EXERCISE DIRECTIONS: Tally the lines of the entries below that hold the word "every", and please give only the total.

_ _ _

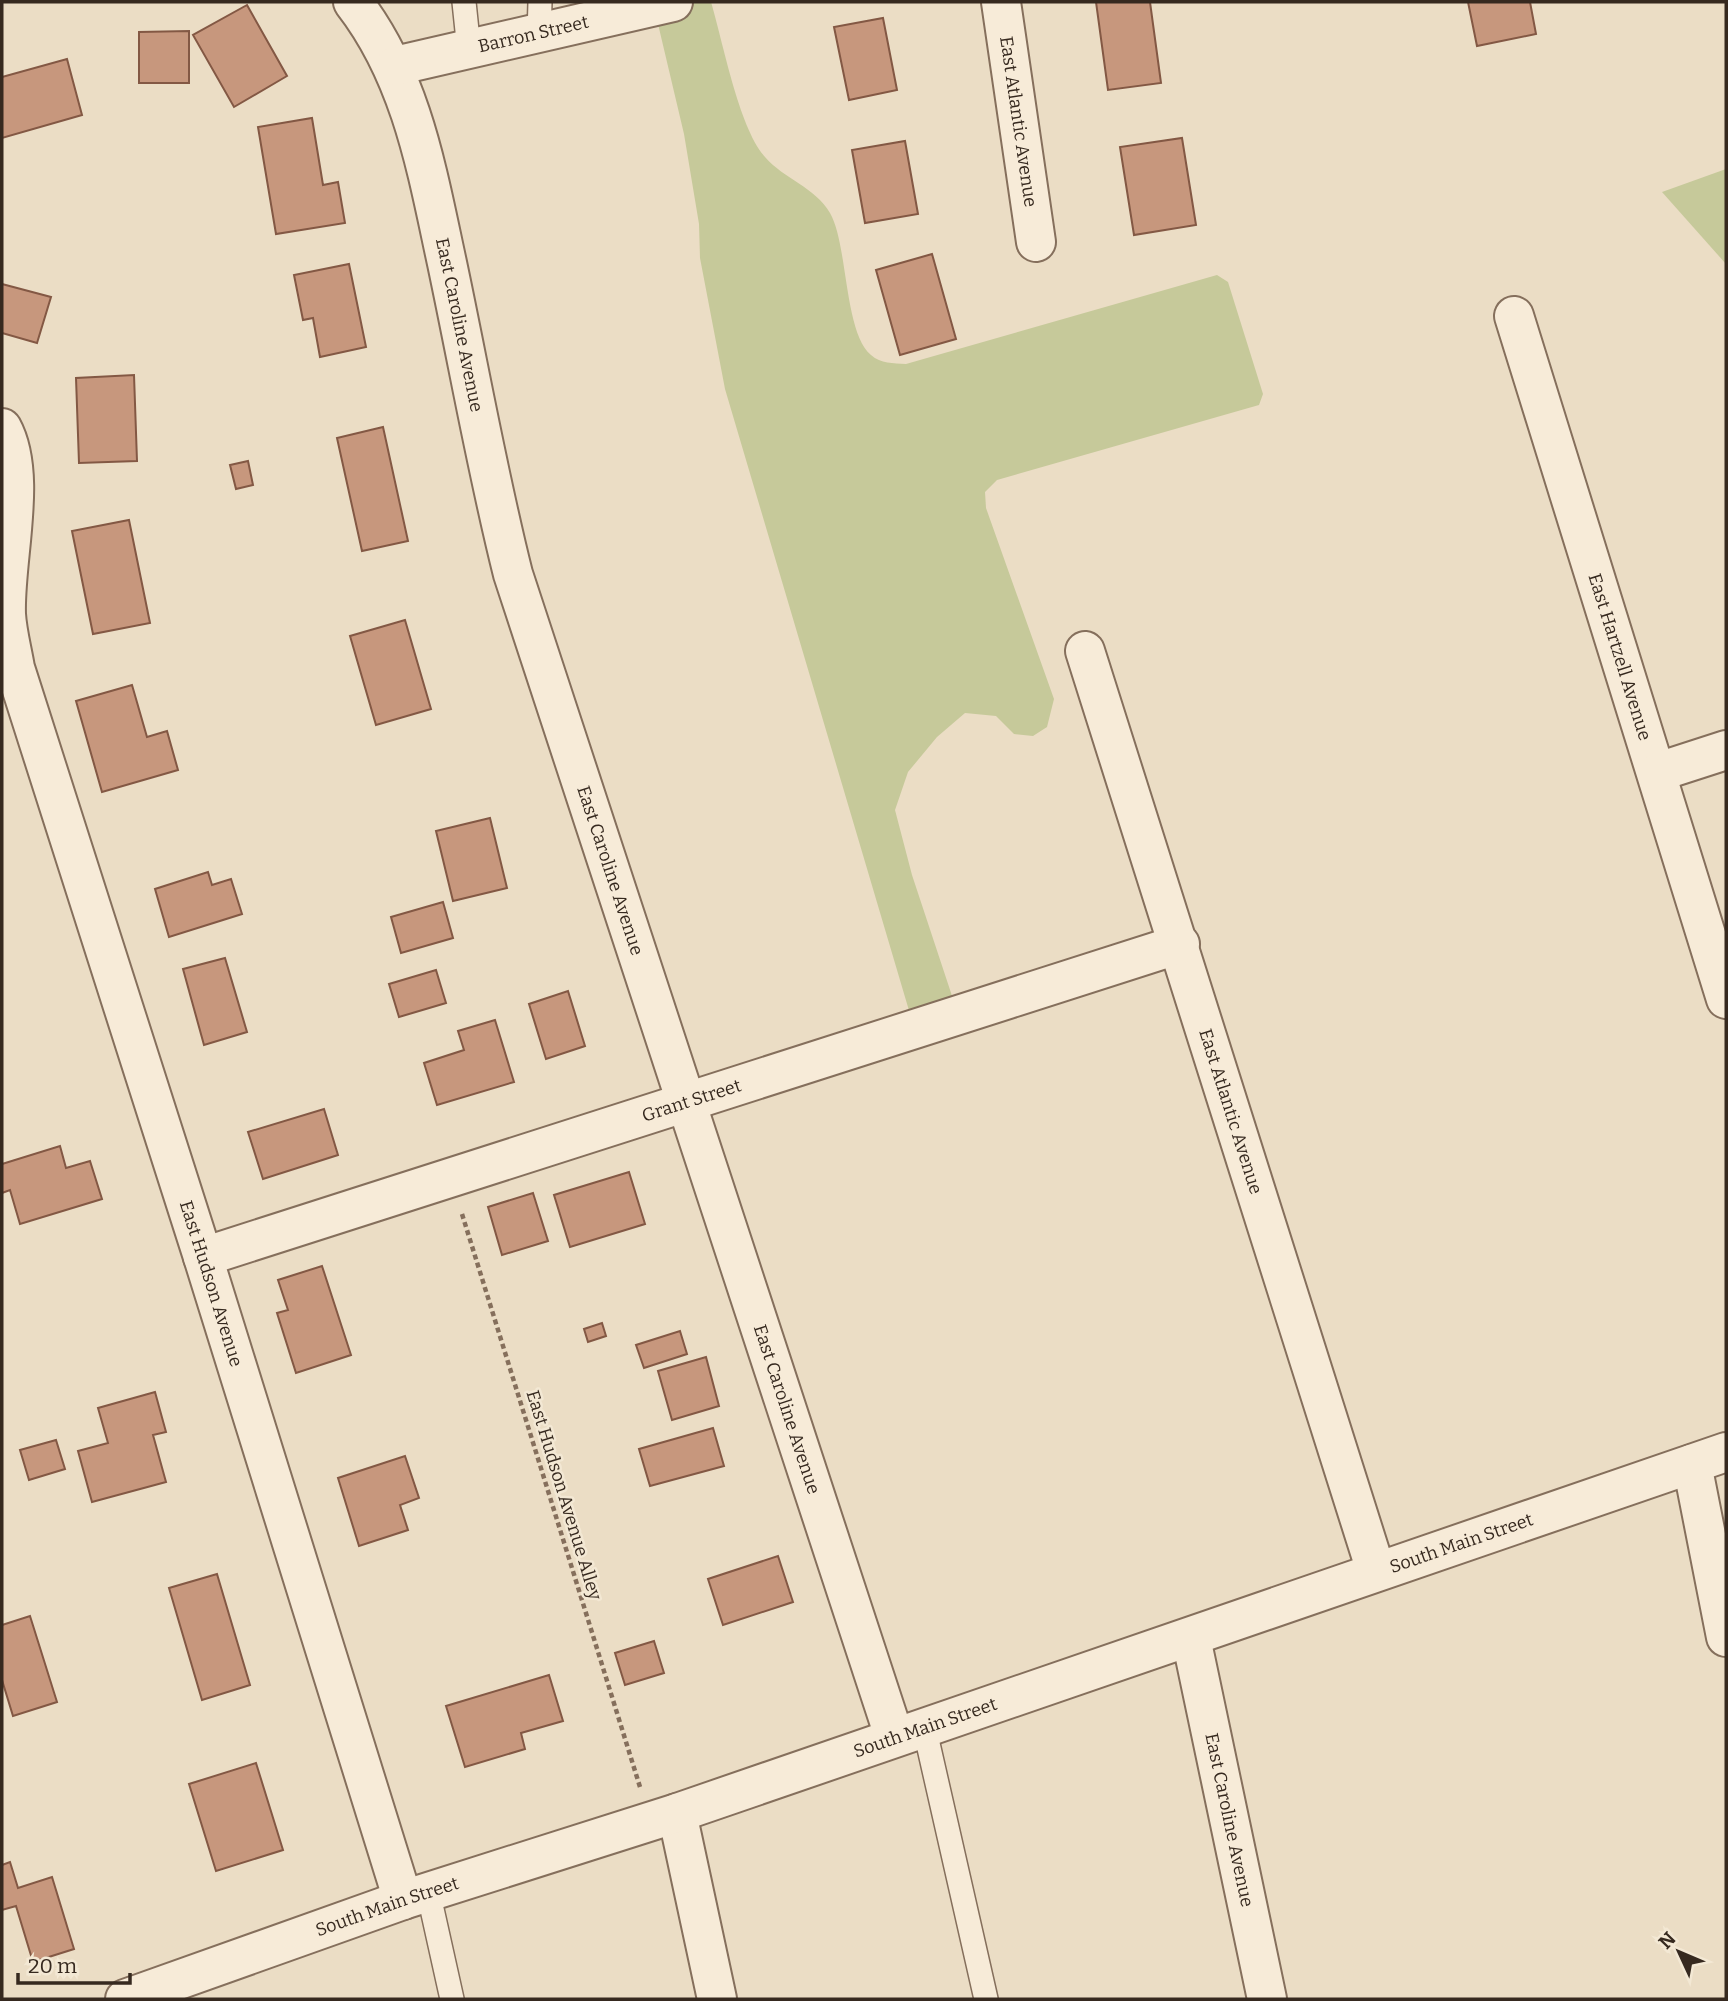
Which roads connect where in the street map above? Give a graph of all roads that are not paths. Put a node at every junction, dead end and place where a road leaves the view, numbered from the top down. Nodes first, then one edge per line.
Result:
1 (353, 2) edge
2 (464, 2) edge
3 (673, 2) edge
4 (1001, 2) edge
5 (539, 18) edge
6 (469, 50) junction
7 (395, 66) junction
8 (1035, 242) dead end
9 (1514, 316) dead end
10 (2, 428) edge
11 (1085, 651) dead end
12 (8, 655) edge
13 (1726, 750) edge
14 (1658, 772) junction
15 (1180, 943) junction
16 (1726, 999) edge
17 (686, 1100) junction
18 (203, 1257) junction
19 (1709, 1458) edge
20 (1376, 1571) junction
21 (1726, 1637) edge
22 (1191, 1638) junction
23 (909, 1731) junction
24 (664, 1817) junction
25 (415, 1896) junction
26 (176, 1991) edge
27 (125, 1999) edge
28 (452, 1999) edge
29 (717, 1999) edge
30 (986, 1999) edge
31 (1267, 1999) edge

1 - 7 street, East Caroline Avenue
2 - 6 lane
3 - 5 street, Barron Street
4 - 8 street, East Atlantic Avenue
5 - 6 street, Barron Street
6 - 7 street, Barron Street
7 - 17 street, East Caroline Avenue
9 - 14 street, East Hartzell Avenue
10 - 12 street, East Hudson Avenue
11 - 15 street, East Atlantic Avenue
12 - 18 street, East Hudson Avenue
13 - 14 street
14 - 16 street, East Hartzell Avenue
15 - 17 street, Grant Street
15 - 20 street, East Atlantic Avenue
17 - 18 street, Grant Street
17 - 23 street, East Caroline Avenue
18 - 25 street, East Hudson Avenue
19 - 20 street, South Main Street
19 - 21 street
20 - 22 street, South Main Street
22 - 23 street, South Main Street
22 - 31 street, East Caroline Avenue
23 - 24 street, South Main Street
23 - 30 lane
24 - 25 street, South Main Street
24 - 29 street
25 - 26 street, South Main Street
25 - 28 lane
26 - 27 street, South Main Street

_ _ _

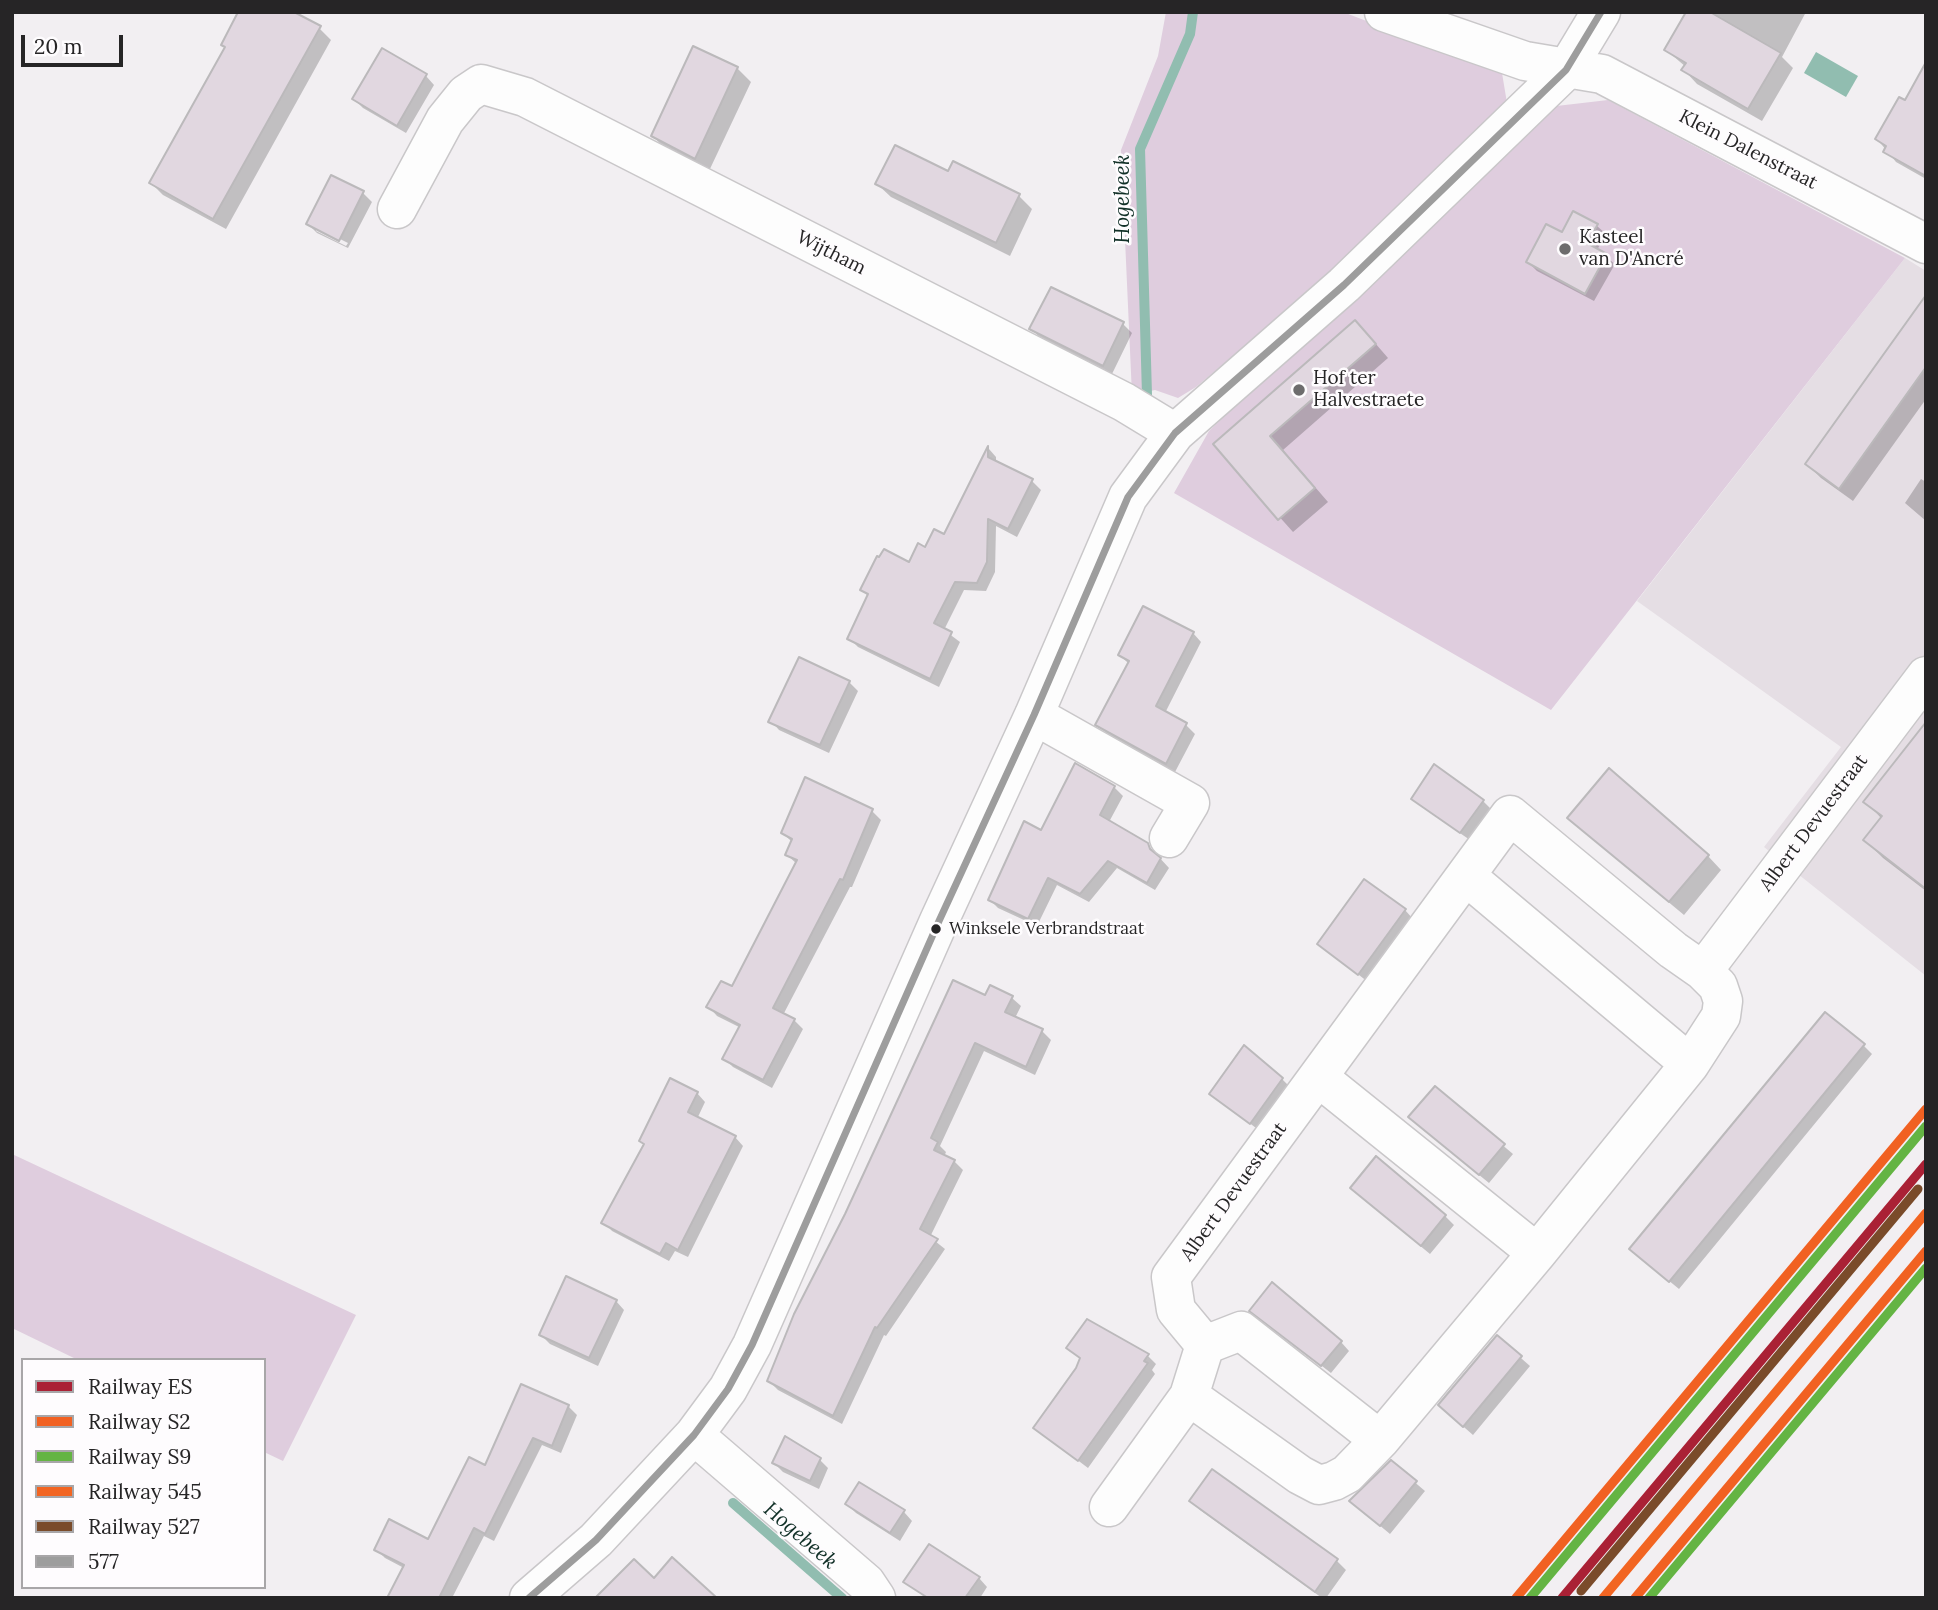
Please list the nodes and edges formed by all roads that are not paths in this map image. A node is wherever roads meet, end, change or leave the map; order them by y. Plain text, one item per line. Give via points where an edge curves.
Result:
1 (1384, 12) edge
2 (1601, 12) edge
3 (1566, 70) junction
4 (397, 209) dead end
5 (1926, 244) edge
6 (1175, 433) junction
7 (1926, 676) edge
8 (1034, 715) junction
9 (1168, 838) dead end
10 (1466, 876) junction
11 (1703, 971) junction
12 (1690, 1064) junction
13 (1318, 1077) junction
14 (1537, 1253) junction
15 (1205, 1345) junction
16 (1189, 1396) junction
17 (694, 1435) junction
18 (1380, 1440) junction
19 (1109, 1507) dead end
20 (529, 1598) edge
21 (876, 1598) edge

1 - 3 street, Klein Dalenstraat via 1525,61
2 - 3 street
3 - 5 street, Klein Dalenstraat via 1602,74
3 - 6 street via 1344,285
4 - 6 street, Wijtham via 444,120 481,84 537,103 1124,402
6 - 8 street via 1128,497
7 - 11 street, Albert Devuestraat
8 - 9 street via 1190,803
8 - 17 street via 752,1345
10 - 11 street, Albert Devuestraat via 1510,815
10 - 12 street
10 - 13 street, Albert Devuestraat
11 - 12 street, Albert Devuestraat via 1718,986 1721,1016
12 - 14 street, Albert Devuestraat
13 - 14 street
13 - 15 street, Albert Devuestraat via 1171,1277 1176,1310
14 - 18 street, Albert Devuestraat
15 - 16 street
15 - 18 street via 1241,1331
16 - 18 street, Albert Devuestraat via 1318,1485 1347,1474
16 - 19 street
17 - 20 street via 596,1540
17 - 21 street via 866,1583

_ _ _

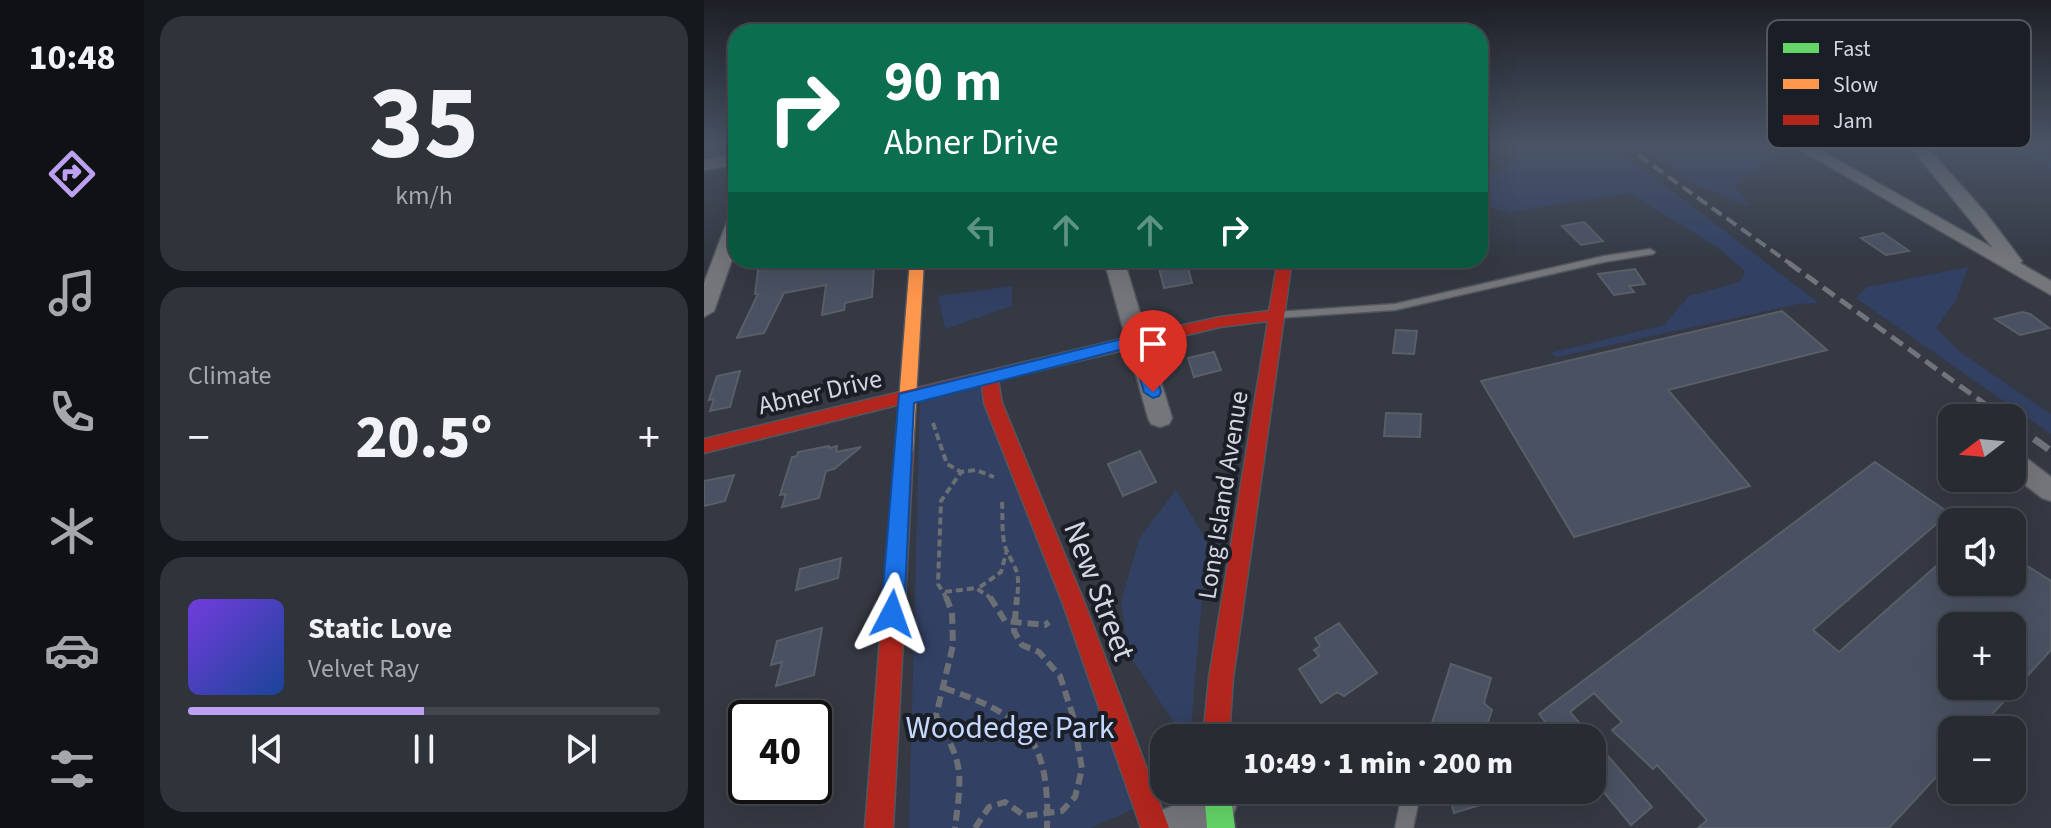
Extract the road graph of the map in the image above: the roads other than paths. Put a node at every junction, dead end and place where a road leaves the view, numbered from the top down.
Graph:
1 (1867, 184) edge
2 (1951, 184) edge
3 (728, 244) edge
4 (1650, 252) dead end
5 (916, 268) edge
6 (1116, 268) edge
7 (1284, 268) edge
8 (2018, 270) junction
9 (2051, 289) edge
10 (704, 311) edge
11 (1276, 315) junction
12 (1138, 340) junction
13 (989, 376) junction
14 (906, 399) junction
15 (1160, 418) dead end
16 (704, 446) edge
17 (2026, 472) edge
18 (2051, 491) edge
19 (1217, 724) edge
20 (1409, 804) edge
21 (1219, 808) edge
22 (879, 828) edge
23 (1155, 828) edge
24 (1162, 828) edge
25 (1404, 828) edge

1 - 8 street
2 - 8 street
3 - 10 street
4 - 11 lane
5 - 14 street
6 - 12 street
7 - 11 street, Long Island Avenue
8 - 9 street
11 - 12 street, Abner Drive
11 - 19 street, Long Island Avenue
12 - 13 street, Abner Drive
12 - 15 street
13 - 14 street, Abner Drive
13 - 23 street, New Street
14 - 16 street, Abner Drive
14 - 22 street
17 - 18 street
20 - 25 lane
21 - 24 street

_ _ _

OUTPUT OF THE TASK: 2